YOUR ASSIGNMENT: For the material that follows, return exactly the lines from the one with "index tip: (265, 210)" through the one with "ring pip: (262, 355)", both ends included.

INFORMATION SUPPLIED:

====================

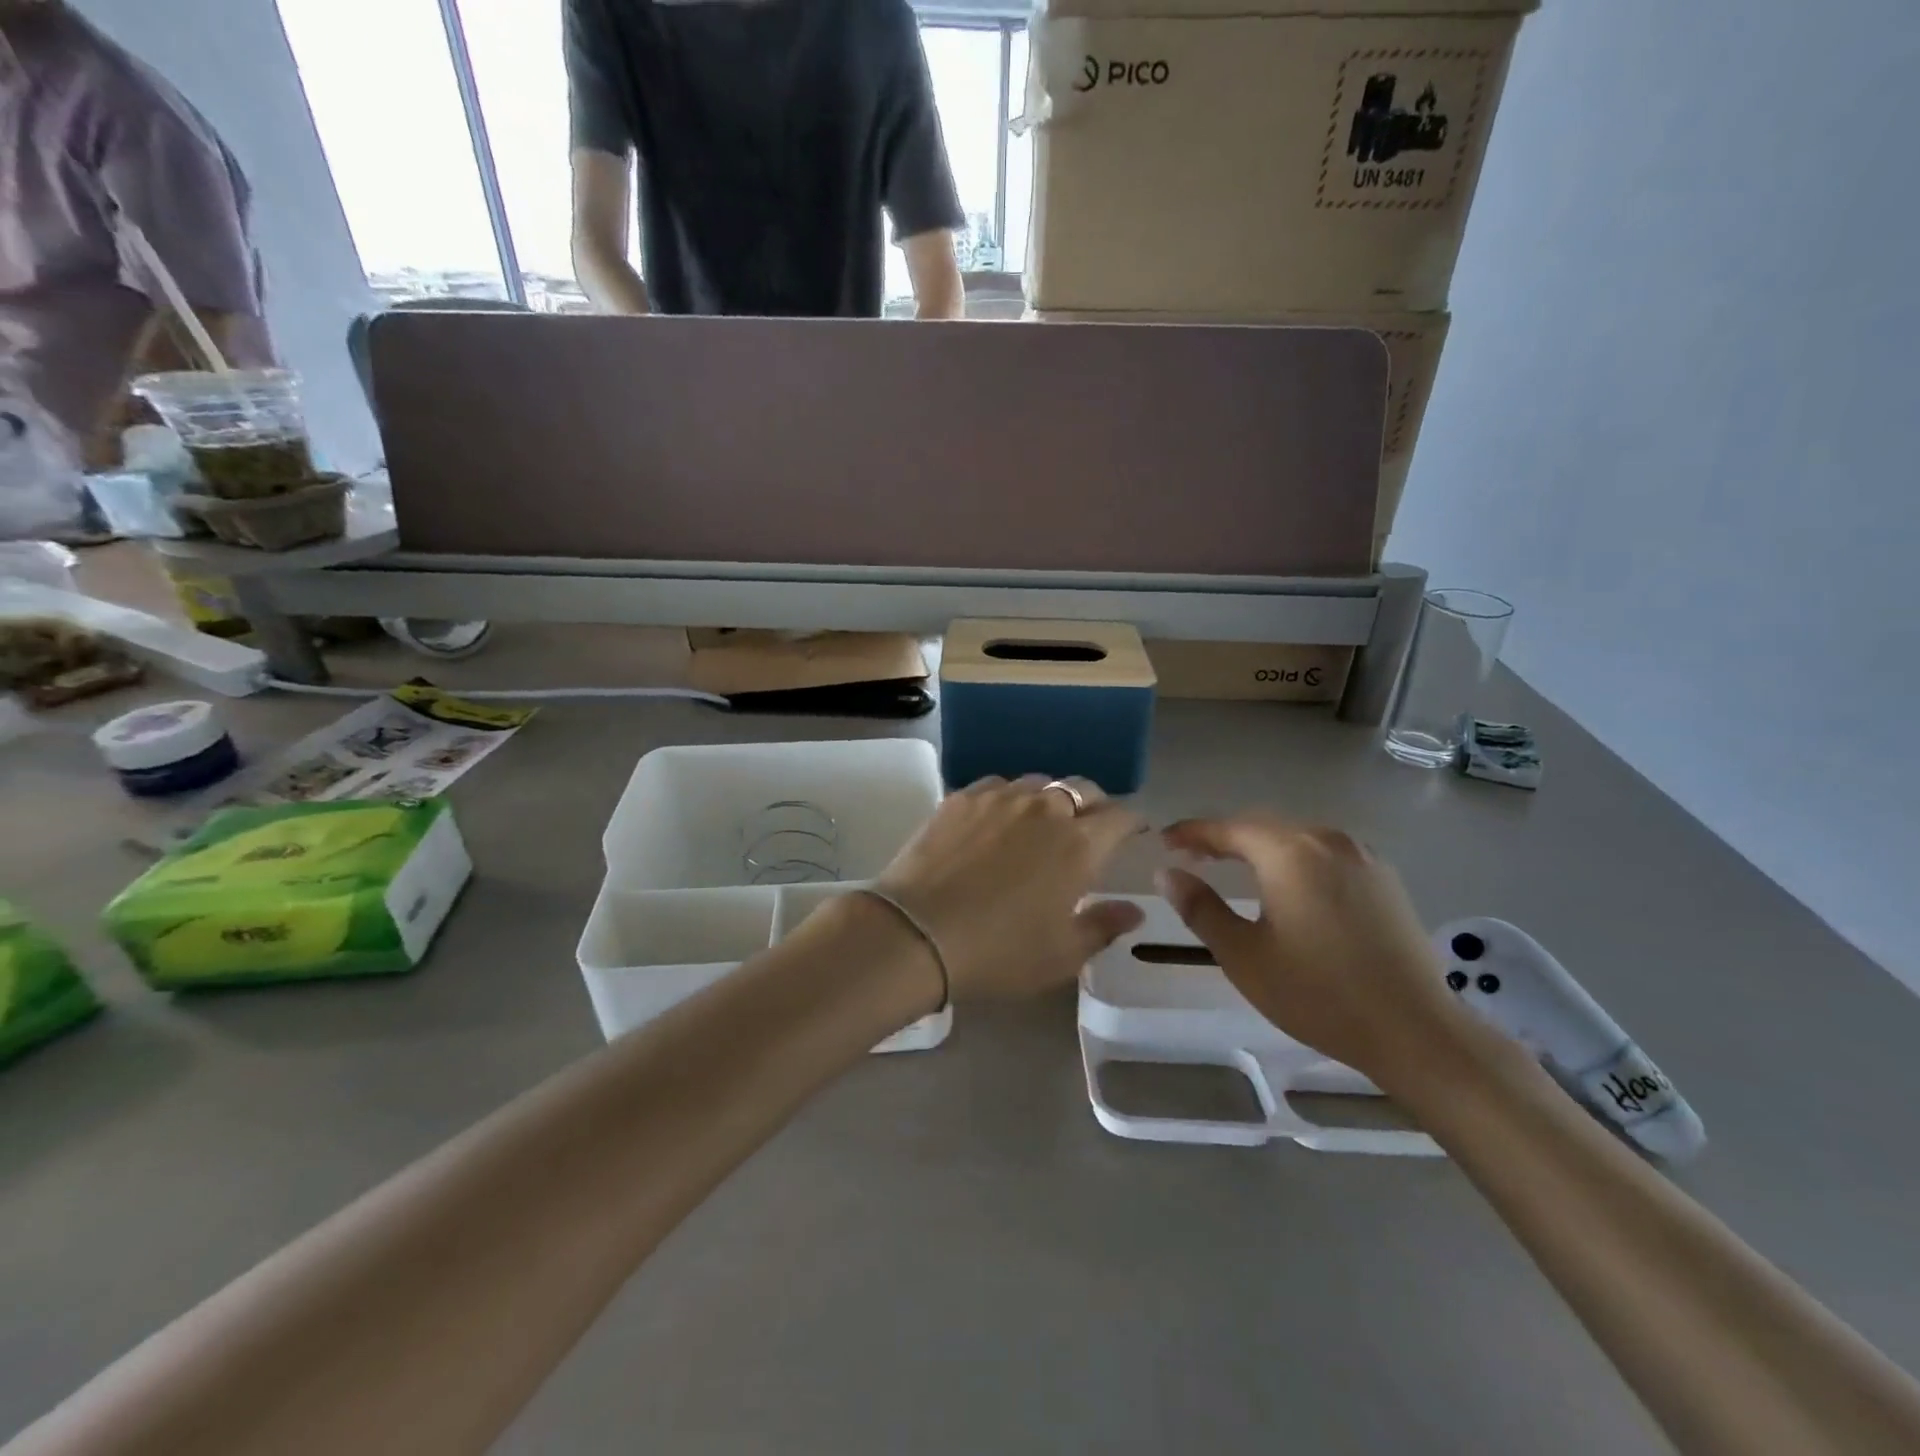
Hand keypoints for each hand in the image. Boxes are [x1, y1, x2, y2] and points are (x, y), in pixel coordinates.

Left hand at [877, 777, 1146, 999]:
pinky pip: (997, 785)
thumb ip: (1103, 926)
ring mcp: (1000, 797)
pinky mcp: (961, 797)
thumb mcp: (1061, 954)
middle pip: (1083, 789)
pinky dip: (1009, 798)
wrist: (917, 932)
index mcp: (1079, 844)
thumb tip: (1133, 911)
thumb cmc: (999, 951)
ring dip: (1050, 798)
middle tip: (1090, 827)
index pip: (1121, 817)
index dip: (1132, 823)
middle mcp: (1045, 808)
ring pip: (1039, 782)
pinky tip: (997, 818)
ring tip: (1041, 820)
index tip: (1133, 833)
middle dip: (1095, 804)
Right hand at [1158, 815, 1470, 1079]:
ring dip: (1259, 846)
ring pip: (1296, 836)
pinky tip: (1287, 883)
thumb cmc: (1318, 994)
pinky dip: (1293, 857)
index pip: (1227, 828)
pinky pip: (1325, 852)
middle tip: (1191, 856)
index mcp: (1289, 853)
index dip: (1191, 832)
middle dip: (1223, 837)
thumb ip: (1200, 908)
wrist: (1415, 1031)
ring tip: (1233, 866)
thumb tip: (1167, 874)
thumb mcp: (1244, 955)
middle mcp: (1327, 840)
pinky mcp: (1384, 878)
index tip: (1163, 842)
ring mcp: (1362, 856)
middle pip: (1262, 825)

====================

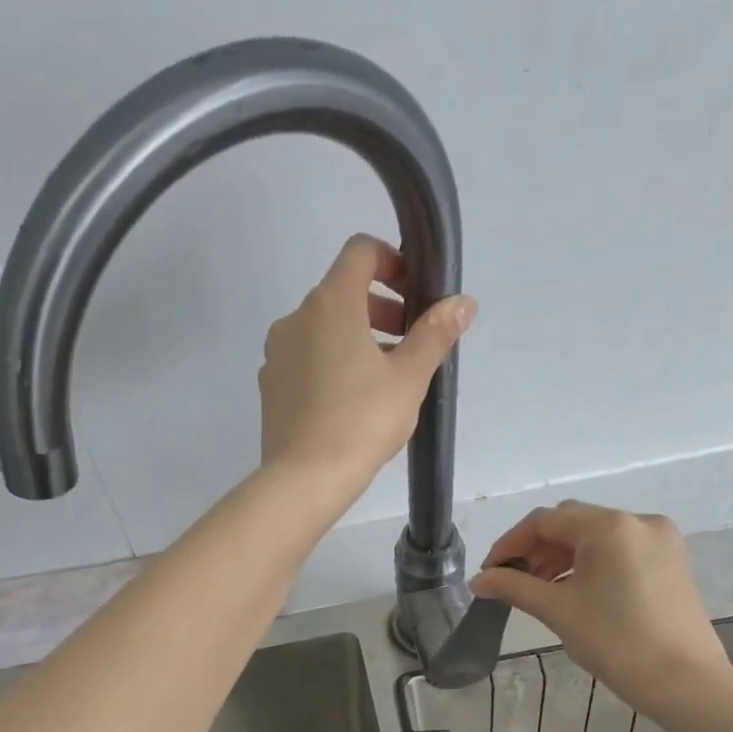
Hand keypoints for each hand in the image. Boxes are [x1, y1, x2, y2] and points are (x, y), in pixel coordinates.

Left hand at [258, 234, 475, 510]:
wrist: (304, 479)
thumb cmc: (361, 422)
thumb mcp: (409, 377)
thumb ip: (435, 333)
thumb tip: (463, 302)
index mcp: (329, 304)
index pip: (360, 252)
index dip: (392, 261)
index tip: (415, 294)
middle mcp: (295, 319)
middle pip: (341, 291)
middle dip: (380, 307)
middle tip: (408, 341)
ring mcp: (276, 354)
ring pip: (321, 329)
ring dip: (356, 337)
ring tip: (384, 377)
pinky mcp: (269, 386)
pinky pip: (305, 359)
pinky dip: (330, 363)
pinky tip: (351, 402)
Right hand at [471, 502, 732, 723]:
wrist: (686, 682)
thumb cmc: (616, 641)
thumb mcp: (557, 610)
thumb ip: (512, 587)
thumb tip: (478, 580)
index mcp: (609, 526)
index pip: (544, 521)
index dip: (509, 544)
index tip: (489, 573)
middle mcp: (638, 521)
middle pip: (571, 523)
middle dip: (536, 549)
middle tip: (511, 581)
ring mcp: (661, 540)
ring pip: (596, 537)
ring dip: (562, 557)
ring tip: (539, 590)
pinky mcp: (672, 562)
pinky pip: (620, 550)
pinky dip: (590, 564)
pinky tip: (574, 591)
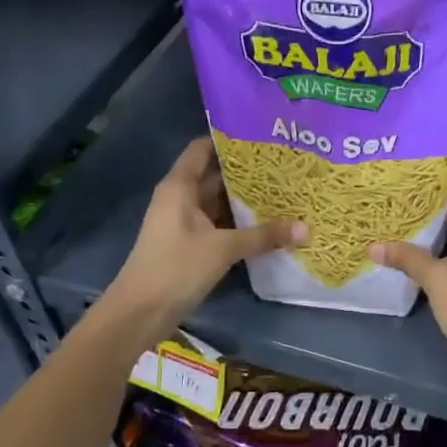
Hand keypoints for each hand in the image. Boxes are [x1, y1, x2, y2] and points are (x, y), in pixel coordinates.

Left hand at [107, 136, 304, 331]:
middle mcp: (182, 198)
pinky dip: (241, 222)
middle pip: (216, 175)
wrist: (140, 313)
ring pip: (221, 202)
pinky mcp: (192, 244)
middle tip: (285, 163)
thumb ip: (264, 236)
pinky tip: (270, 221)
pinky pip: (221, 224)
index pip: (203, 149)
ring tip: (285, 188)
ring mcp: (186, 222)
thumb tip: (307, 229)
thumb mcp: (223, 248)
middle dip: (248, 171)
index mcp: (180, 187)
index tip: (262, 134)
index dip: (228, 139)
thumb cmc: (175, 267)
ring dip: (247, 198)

====================

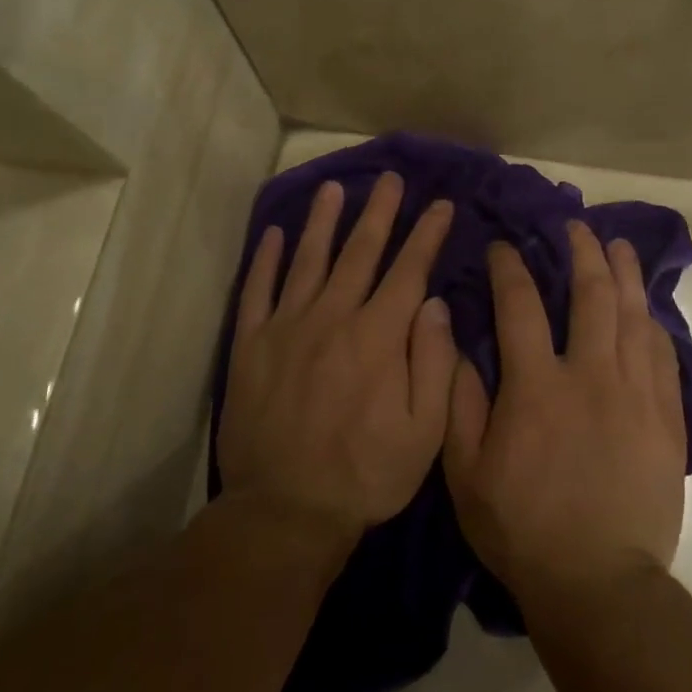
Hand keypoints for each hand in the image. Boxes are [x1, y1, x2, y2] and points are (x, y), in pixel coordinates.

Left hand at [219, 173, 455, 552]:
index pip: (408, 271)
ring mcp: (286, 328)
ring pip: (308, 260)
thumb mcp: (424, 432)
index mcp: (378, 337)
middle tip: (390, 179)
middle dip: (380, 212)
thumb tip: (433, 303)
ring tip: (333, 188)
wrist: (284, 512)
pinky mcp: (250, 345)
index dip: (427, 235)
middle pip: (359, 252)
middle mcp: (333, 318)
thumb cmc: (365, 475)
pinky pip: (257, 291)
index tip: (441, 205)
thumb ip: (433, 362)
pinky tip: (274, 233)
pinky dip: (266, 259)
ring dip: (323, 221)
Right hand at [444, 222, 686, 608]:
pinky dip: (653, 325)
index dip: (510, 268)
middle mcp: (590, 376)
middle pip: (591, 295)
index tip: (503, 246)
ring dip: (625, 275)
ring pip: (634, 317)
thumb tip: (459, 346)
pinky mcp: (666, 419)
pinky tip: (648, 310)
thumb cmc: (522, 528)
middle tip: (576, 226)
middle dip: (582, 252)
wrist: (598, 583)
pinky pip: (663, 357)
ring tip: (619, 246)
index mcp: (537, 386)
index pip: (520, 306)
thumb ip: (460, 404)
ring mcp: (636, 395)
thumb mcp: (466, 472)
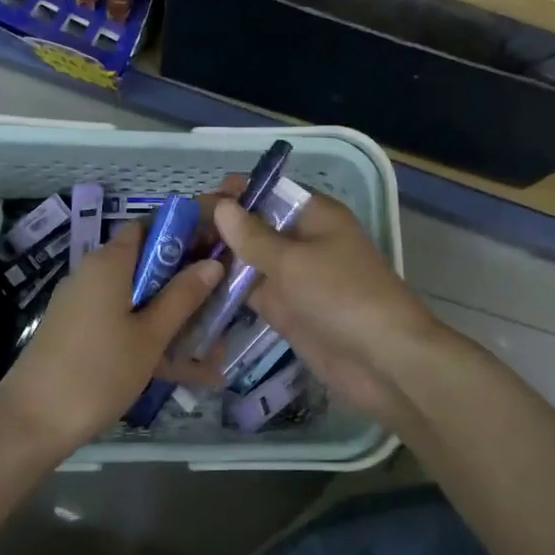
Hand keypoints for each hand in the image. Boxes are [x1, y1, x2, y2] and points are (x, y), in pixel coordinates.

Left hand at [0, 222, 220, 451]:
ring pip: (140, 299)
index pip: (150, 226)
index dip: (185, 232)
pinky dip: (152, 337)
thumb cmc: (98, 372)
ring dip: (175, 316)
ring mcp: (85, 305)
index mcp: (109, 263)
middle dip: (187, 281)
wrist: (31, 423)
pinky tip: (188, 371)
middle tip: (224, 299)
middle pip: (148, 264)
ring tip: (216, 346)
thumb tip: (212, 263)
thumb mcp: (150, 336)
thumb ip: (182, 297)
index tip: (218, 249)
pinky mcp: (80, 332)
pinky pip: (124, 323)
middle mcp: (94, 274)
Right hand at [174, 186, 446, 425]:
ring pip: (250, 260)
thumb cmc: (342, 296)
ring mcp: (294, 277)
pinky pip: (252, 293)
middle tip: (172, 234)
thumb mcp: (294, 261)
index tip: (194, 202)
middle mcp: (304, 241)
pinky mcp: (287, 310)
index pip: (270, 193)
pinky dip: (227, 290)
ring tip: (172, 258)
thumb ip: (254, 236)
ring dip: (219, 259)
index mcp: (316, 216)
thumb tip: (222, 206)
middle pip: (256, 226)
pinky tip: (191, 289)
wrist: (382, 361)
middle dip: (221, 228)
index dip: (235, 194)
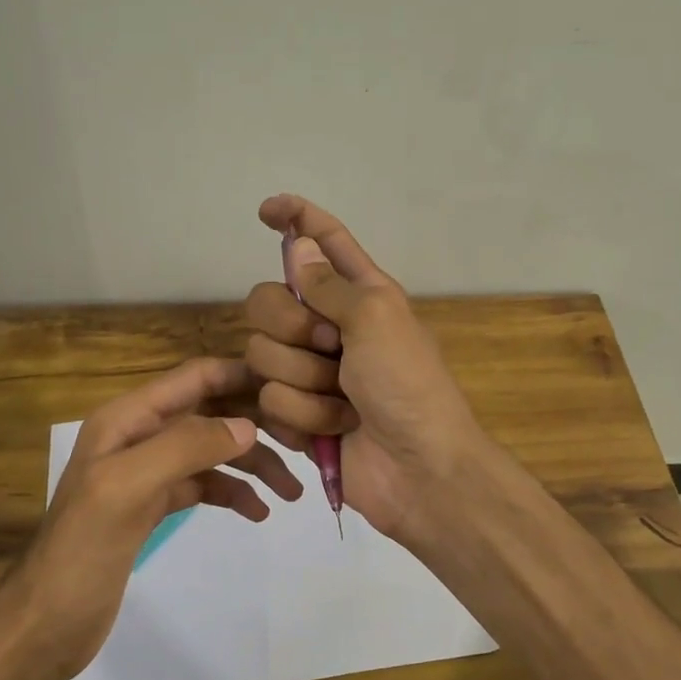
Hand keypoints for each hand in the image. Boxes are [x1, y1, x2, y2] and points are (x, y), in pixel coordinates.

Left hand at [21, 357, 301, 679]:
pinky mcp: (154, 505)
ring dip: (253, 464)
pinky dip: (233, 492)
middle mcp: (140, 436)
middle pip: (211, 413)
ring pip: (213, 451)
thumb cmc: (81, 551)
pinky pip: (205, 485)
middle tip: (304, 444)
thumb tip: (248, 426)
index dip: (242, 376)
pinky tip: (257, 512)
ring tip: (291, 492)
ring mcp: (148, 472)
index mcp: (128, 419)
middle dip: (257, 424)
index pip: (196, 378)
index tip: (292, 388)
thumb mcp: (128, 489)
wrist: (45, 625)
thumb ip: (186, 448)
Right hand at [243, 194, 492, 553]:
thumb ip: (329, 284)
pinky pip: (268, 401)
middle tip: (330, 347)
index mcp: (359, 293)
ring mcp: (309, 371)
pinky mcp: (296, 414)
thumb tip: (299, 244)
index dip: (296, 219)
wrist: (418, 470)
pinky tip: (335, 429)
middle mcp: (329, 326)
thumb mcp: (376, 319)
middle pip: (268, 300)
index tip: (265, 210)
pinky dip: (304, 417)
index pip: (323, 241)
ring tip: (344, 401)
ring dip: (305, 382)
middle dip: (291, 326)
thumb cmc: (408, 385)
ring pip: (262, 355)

====================

WRITTEN ANSWER:
index tip: (265, 210)
pinky dip: (304, 417)
index pip: (323, 241)
ring tip: (344, 401)
ring dip: (305, 382)
middle dip: (291, 326)
thumb cmc: (408, 385)
ring pip: (262, 355)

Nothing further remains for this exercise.